■ How to complete this task:
Count up every line of the data in which "than" occurs. The reply is one number and nothing more.

Stored items
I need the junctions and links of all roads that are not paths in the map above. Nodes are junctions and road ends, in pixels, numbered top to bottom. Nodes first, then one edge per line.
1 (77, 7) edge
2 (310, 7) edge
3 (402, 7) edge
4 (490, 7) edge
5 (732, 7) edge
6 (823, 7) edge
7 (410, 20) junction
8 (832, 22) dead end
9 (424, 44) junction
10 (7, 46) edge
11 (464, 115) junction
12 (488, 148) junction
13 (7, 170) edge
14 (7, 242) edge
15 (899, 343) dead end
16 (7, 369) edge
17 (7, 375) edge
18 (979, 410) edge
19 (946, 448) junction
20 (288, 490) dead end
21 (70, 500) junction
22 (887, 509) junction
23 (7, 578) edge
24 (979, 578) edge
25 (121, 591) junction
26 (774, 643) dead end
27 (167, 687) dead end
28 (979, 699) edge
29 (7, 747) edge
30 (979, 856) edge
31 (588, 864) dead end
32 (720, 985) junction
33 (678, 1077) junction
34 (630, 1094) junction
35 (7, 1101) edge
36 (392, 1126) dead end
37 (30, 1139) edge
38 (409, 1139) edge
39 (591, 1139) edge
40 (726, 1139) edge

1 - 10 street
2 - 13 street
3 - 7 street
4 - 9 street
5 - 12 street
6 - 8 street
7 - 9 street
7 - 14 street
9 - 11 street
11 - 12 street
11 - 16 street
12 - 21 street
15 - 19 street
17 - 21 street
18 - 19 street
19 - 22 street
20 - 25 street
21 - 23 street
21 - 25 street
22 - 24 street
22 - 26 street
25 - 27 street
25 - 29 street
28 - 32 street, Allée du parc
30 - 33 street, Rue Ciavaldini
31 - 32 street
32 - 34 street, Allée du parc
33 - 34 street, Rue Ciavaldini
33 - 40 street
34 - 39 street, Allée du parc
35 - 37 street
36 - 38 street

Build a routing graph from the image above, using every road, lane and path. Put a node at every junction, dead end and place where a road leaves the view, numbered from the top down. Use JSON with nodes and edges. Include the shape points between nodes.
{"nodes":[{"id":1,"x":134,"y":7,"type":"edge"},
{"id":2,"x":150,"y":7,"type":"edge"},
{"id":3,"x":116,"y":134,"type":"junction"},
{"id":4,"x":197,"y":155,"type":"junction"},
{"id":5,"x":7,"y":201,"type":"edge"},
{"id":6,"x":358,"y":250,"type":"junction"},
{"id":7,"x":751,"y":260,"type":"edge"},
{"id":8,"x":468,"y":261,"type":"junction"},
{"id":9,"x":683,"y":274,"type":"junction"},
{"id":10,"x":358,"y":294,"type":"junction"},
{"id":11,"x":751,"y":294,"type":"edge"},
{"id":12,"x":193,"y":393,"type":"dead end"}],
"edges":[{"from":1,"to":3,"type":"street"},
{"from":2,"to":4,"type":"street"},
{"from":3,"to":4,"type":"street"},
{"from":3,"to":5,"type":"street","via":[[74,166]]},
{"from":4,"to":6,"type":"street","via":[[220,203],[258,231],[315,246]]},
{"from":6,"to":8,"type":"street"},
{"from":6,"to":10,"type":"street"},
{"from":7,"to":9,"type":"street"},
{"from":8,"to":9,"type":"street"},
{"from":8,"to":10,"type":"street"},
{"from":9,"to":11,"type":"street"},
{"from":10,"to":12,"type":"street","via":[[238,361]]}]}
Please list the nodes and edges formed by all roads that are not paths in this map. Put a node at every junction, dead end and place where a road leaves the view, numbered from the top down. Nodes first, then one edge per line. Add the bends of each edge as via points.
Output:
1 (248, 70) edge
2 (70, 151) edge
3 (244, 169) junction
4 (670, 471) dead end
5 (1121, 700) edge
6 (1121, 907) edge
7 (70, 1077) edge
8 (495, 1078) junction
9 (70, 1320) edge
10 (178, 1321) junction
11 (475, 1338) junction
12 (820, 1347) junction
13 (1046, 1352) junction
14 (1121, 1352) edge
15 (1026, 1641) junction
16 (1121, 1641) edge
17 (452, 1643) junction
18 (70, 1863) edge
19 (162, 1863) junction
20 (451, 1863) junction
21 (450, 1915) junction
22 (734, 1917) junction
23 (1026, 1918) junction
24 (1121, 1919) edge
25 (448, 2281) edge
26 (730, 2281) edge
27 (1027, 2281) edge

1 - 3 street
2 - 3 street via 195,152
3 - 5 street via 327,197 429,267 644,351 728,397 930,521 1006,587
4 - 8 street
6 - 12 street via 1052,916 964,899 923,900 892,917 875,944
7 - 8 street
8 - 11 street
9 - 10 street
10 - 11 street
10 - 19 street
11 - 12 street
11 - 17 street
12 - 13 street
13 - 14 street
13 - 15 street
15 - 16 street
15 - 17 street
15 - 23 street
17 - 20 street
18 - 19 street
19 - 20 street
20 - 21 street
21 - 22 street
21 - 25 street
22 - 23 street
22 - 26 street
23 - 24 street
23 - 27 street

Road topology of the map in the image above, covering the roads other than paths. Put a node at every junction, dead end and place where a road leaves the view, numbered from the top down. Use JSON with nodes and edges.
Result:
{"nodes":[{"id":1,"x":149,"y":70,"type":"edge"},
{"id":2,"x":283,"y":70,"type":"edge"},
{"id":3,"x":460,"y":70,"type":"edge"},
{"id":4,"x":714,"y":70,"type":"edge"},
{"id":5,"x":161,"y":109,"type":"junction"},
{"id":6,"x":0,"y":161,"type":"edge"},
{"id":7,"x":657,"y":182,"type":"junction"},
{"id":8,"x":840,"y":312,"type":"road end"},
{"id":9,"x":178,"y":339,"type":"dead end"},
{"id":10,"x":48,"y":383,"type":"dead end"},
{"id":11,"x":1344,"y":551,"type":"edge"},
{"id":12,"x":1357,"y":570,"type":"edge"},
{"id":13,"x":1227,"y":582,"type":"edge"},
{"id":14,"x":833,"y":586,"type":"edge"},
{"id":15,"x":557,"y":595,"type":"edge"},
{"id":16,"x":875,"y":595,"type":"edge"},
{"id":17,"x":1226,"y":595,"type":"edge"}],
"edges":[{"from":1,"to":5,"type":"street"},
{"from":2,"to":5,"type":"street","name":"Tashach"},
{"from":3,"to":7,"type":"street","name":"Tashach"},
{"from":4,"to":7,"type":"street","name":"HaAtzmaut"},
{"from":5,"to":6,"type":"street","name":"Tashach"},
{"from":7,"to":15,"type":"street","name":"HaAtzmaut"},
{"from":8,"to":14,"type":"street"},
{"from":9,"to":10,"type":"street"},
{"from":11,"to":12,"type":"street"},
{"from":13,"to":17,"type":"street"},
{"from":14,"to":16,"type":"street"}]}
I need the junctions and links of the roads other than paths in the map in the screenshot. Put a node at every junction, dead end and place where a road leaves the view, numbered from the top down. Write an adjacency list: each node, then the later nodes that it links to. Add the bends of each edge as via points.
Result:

■ Written solution:
2